Verkehr

Brückenabriss in Unna: Ungenügende Beschilderung der Umleitung

Der Abriss der Autobahnbrücke an der Hertingerstraße ist passé – und am Montagmorgen (13. Juni) soll auch die A44 wieder frei sein. Die Sperrung erwischte manche Autofahrer auf dem falschen Fuß.
Auf die Sperrung der A44 wurde auf der alten B1 nicht hingewiesen. Wer nicht anderweitig informiert war, musste viele Kilometer Umweg fahren. © Privat

Die Autobahngesellschaft Westfalen wollte auf Nummer sicher gehen. Die Autobahn 44 sollte für den Brückenabriss in Unna dann gesperrt werden, wenn sie ohnehin nicht so stark frequentiert ist. Die vermeintlich beste Lösung: Samstags (11. Juni) um 20 Uhr die Strecke zwischen Dortmund-Unna und Unna-Ost sperren und sie rechtzeitig zum Berufsverkehr am Montag (13. Juni) wieder freigeben.

Auch im Vorfeld wurde viel richtig gemacht: Frühzeitig wurde auf die Sperrung hingewiesen – sowohl durch Autobahn Westfalen selbst, wie auch durch die Stadt Unna. Dass der Verkehrsfunk in WDR 2 die Sperrung am Samstag um 20 Uhr noch nicht meldete, war ein kleines Versäumnis, das wohl eher dem Sender anzurechnen ist.
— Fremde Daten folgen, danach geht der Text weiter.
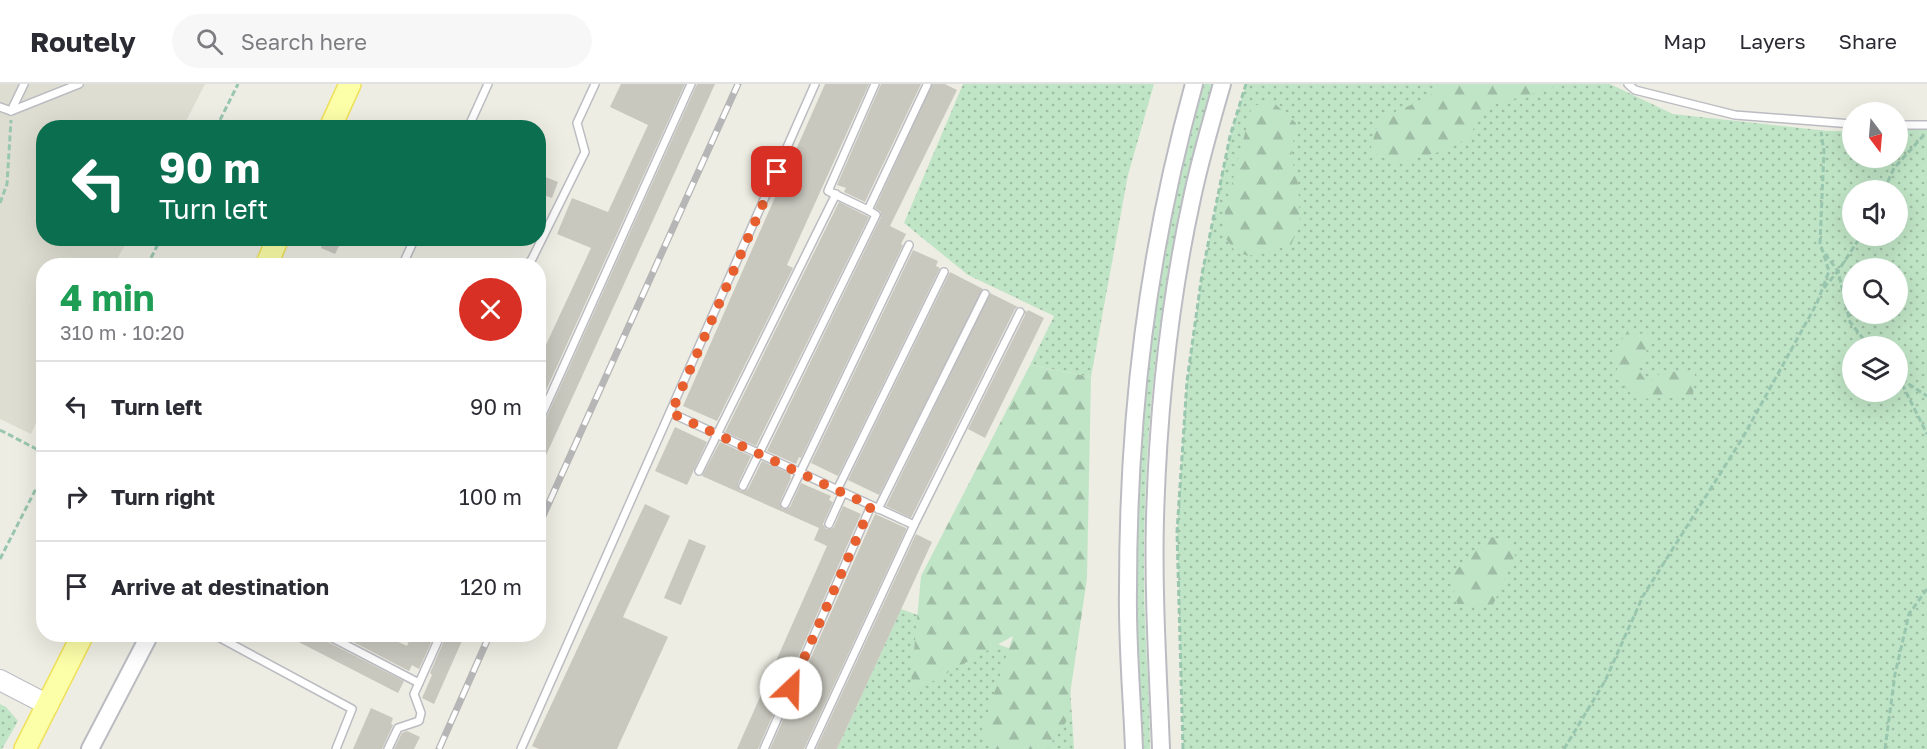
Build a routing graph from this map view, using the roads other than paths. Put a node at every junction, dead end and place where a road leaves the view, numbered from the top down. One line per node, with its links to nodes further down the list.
1 (24, 84): 14 (lane)
2 (79, 84): 14 (lane)
3 (350, 84): 15 (main road)
4 (488, 84): 16 (lane)
5 (595, 84): 22 (lane)
6 (691, 84): 27 (lane)
7 (815, 84): 28 (lane)
8 (875, 84): 20 (lane)
9 (1194, 84): 54 (street)
10 (1222, 84): 55 (street)
11 (1628, 84): 17 (lane)
12 (927, 85): 21 (lane)
13 (0, 107): 14 (lane)
14 (11, 111)
15 (334, 120)
16 (472, 120)
17 (1842, 123)
18 (1927, 124): 19 (lane)
19 (1908, 125)
20 (836, 194): 21 (lane); 29 (lane)
21 (868, 210): 30 (lane)
22 (546, 226)
23 (909, 245): 32 (lane)
24 (944, 272): 34 (lane)
25 (985, 294): 36 (lane)
26 (1020, 312): 38 (lane)
27 (546, 405)
28 (671, 413): 29 (lane); 51 (lane)
29 (717, 435): 30 (lane); 31 (lane)
30 (759, 454): 32 (lane); 33 (lane)
31 (699, 471)
32 (799, 473): 34 (lane); 35 (lane)
33 (744, 486)
34 (840, 492): 36 (lane); 37 (lane)
35 (785, 504)
36 (874, 508): 38 (lane); 52 (lane)
37 (829, 524)
38 (914, 525): 53 (lane)
39 (79, 642): 46 (main road)
40 (146, 642): 48 (street)
41 (228, 642): 49 (lane)
42 (340, 642): 45 (lane)
43 (437, 642): 45 (lane)
44 (0, 680): 46 (main road)
45 (419, 683): 50 (lane)
46 (48, 705): 47 (main road)
47 (25, 749)
48 (90, 749)
49 (336, 749)
50 (388, 749)
51 (521, 749)
52 (764, 749)
53 (810, 749)
54 (1134, 749)
55 (1161, 749)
In der Folge nämlich wurde zuverlässig gemeldet, dass die A44 dicht ist.

Wer allerdings nicht den Verkehrsfunk hörte und auf der „falschen“ Strecke unterwegs war, wurde möglicherweise auf dem falschen Fuß erwischt. So erreichte unsere Redaktion der Hinweis, dass die Sperrung auf der alten B1 nicht ausgeschildert war – anders als an vielen anderen Verbindungen. Wer das nicht wusste, musste einen Umweg von 26 Kilometern in Kauf nehmen, weil auch die Abfahrt Schwerte gesperrt war und ein Wenden erst am Westhofener Kreuz möglich war.

Mit der Aufhebung der Sperrung am Montagmorgen hat sich das Problem zunächst erledigt. Der Bauleiter, der den Abriss und Neubau der Brücke an der Hertingerstraße in Unna steuert, kündigte aber bereits eine erneute Sperrung der A44 an – dann aber im Zuge des Neubaus. Dann sollten die Verkehrsplaner jetzt gemachte Fehler nicht wiederholen.